## [Work order]
When the string "links" is part of a line below, that line should be copied.

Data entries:
══════════════════════════════

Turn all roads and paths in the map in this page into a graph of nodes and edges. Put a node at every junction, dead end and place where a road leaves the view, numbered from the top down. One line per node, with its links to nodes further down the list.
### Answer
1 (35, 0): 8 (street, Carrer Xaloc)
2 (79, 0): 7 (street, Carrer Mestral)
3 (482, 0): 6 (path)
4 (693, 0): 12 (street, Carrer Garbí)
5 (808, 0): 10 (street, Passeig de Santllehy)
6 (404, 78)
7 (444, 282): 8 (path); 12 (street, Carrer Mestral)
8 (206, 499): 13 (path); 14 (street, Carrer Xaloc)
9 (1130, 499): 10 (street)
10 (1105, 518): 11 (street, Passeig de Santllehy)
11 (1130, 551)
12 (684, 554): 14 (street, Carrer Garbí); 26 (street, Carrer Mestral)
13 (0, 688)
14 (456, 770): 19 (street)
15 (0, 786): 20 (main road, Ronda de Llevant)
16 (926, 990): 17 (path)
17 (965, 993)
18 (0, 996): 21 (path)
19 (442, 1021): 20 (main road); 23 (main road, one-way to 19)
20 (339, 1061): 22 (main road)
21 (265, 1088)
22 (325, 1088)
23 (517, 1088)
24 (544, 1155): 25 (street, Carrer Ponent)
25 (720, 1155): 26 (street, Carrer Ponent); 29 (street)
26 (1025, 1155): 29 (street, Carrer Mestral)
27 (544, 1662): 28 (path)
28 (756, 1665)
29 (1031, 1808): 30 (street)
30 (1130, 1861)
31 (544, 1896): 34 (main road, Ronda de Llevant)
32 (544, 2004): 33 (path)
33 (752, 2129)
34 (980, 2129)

══════════════════════════════

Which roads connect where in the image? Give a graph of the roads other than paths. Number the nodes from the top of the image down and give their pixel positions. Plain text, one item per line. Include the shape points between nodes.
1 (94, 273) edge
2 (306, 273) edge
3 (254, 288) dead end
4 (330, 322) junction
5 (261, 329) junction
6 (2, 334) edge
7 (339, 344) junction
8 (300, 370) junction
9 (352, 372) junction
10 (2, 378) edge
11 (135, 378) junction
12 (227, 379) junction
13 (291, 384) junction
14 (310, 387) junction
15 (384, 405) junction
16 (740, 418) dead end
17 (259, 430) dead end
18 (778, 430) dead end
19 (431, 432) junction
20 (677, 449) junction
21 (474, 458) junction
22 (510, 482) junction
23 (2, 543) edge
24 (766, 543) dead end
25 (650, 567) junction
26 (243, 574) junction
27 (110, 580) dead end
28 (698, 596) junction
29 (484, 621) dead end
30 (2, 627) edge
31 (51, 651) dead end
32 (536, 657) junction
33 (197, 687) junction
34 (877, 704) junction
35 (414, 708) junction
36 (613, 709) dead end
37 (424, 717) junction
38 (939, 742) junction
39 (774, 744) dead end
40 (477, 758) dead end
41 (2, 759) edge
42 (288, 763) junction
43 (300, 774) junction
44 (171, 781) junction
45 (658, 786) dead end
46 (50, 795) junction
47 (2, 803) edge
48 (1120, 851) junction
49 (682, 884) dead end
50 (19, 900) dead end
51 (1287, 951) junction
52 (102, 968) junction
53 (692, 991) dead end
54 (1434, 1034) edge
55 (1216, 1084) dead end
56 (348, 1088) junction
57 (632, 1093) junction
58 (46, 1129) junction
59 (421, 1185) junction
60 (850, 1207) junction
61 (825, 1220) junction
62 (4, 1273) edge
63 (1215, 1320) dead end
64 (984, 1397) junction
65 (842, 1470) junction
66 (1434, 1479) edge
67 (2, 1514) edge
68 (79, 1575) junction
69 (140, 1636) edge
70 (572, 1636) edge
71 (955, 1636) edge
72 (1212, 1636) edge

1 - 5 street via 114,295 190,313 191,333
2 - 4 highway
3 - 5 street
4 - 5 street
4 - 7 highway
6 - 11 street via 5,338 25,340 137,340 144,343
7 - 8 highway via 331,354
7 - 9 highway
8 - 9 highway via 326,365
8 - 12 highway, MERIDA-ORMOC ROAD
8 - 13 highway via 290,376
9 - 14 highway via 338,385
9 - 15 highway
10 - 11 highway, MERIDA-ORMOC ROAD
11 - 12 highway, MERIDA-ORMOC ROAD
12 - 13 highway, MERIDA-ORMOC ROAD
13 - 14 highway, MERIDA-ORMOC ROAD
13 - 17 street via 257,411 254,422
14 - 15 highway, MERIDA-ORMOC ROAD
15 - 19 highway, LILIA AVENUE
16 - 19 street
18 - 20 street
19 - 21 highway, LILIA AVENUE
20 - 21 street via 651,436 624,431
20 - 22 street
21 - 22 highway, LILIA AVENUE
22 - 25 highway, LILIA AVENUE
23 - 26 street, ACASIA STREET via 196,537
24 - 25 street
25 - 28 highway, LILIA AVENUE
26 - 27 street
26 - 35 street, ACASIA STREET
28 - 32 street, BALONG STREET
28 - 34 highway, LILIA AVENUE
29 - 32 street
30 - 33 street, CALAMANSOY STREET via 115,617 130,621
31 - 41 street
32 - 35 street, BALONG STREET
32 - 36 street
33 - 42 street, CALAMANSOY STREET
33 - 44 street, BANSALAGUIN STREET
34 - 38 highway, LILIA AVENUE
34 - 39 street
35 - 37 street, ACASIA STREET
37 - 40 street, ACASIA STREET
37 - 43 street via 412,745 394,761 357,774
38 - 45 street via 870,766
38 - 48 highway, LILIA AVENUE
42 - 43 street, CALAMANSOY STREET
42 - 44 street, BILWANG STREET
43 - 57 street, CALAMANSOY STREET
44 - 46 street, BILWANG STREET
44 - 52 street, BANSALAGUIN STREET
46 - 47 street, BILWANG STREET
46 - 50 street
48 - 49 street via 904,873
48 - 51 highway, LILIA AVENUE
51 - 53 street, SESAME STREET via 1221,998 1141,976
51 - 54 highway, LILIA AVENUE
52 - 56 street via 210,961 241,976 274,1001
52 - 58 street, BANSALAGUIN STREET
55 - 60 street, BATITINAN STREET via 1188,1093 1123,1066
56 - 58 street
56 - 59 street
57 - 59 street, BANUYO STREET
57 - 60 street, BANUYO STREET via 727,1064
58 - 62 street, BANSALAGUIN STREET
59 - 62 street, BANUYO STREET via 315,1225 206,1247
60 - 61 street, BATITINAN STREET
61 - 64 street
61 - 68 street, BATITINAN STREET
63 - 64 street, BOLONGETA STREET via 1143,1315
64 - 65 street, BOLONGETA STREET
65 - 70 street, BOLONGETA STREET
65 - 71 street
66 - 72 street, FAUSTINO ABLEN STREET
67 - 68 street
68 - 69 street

══════════════════════════════

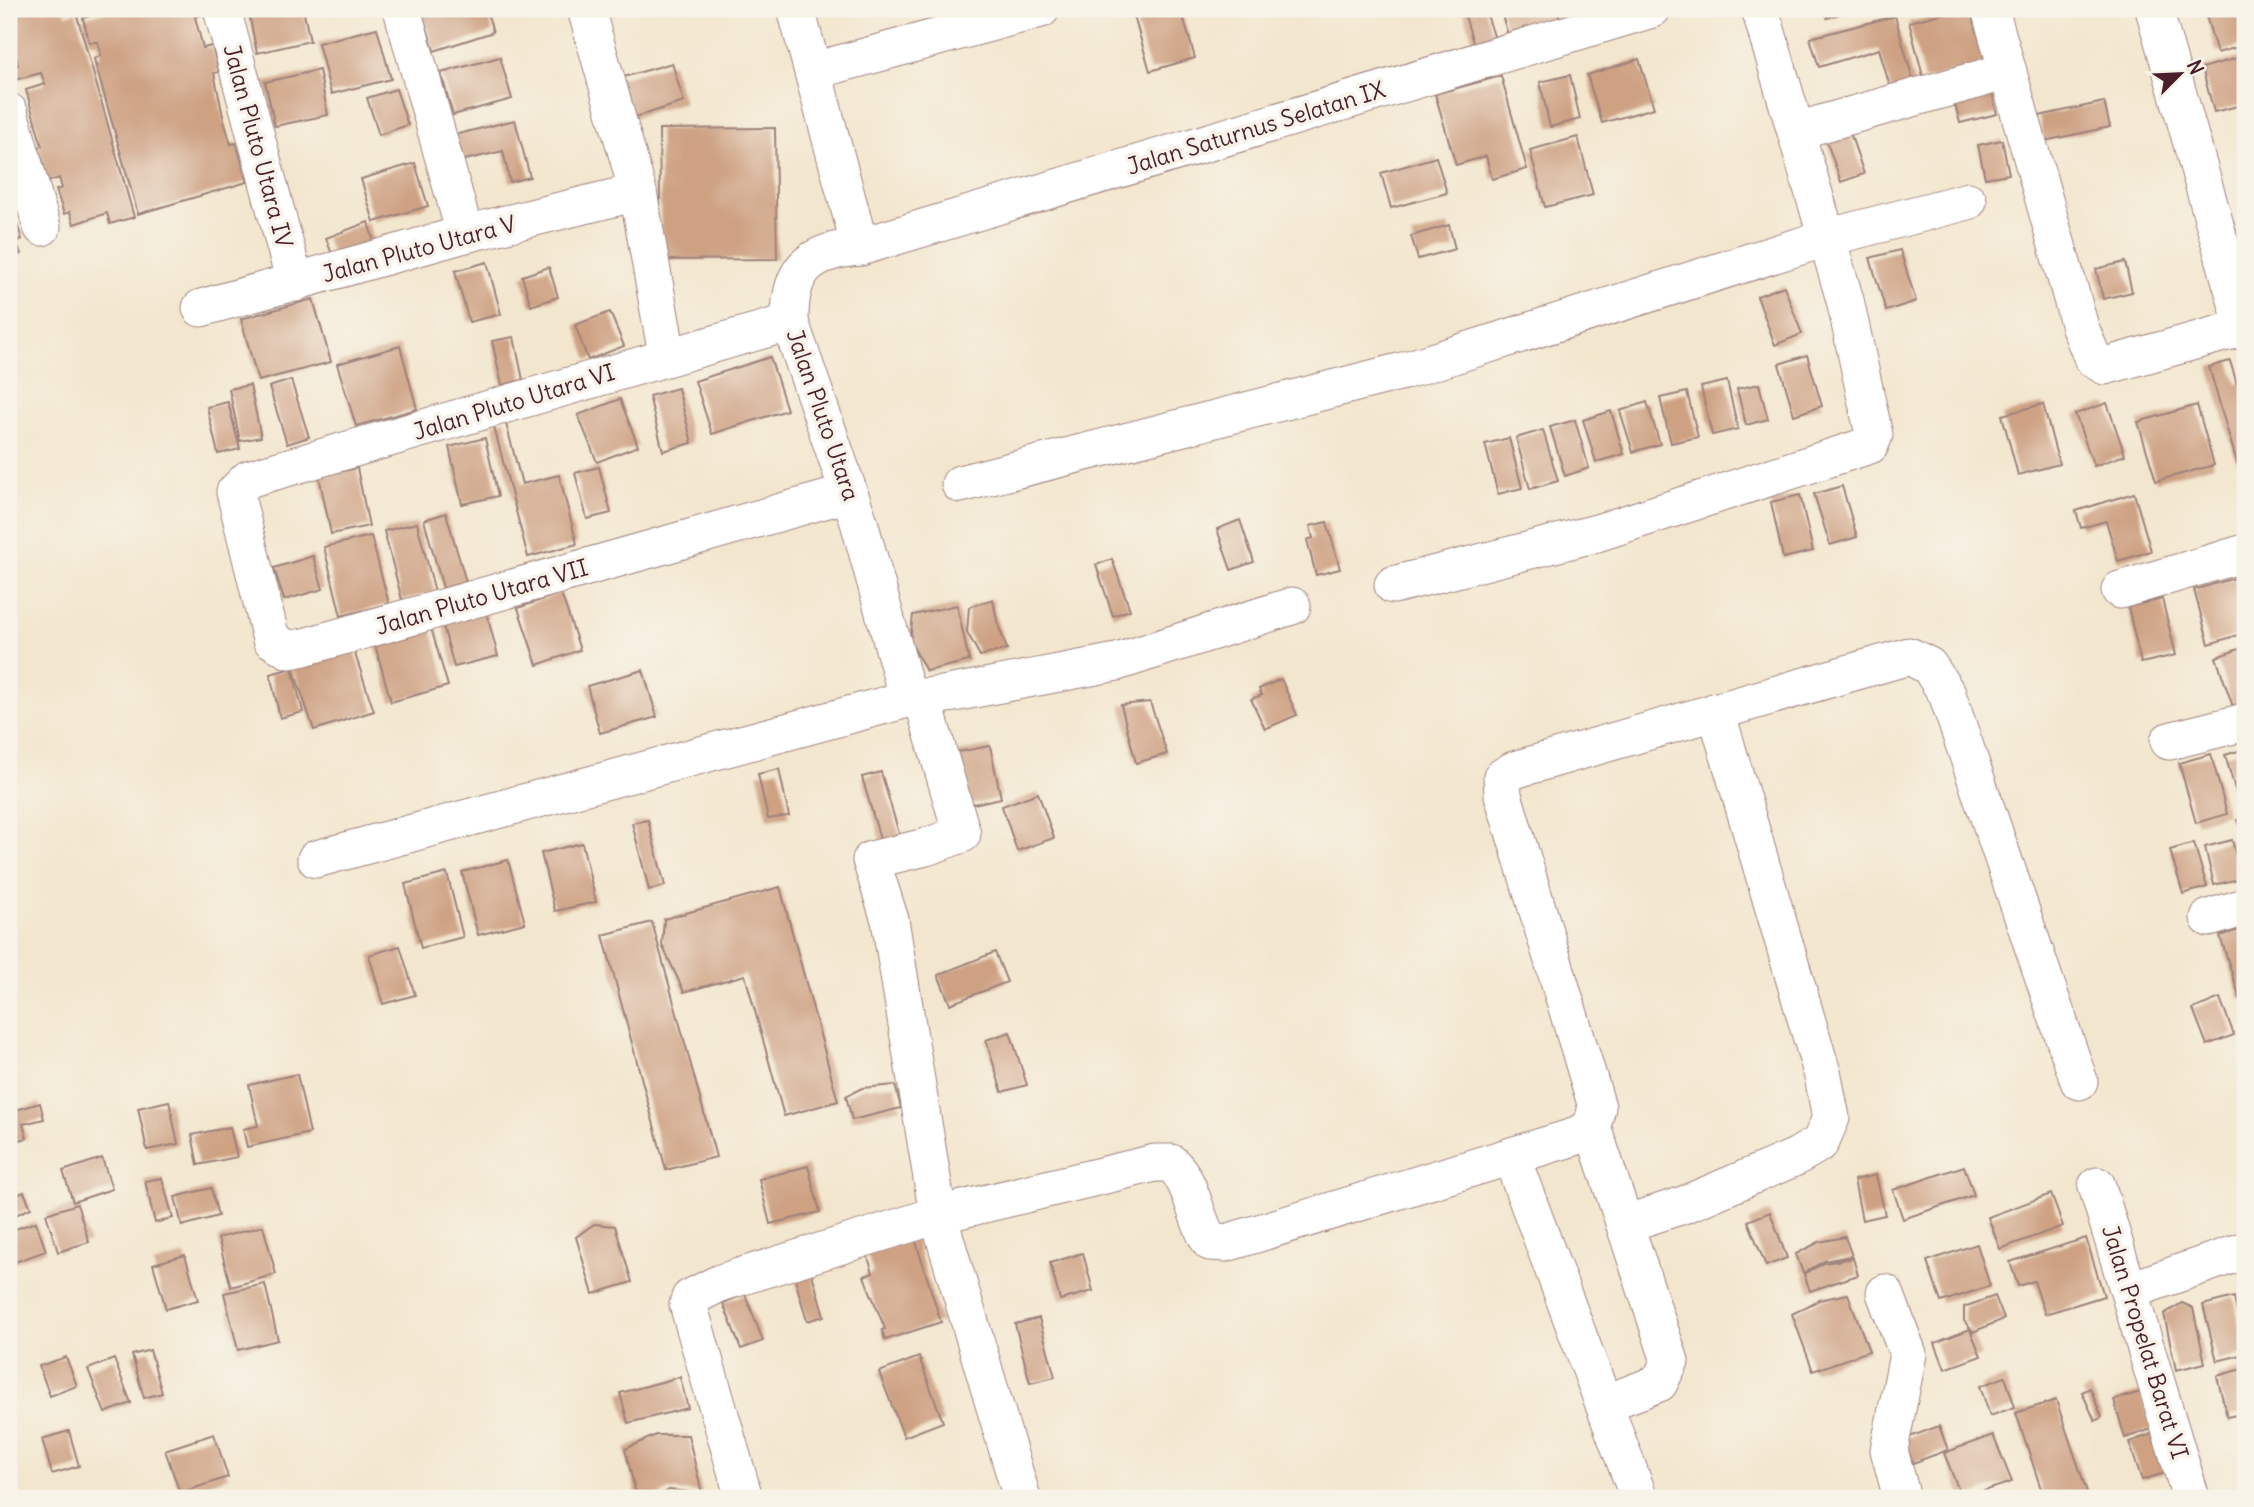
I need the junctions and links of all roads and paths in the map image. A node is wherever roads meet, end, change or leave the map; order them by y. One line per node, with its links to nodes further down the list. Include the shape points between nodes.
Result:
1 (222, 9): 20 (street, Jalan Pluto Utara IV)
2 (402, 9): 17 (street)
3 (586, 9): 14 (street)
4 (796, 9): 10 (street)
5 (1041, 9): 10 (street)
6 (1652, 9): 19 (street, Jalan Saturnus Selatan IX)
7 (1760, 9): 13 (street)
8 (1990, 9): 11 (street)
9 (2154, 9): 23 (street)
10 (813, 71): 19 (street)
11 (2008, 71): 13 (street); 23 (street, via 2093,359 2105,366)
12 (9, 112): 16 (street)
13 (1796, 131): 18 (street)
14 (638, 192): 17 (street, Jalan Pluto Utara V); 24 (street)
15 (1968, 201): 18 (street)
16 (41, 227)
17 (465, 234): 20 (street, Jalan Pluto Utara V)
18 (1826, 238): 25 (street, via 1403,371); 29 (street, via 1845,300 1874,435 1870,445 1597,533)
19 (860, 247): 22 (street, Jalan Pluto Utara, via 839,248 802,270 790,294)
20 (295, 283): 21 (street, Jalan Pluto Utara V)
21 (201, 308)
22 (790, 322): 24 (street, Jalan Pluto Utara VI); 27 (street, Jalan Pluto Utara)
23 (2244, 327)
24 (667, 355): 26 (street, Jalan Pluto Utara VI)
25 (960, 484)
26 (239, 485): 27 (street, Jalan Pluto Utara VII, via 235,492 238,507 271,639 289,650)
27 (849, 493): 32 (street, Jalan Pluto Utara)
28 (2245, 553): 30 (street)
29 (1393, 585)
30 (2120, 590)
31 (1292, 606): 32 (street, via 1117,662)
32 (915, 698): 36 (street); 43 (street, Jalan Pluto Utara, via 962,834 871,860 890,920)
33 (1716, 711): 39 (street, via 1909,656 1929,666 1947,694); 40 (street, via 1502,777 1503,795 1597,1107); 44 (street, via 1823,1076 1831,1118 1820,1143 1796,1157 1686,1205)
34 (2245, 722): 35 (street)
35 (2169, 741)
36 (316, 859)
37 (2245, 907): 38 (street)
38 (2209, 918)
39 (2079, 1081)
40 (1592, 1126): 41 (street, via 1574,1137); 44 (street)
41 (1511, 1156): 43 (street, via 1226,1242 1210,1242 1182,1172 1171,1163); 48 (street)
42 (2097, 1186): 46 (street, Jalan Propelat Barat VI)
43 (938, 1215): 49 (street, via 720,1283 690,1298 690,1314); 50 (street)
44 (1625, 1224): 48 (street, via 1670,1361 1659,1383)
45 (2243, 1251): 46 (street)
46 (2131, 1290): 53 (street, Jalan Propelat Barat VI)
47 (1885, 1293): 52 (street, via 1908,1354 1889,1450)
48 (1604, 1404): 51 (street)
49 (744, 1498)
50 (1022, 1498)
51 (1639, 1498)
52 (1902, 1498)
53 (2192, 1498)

══════════════════════════════

## [Solution to the problem]
Turn all roads and paths in the map in this page into a graph of nodes and edges. Put a node at every junction, dead end and place where a road leaves the view, numbered from the top down. One line per node, with its links to nodes further down the list.
I need the junctions and links of all roads and paths in the map image. A node is wherever roads meet, end, change or leave the map; order them by y. One line per node, with its links to nodes further down the list. Include the shape points between nodes.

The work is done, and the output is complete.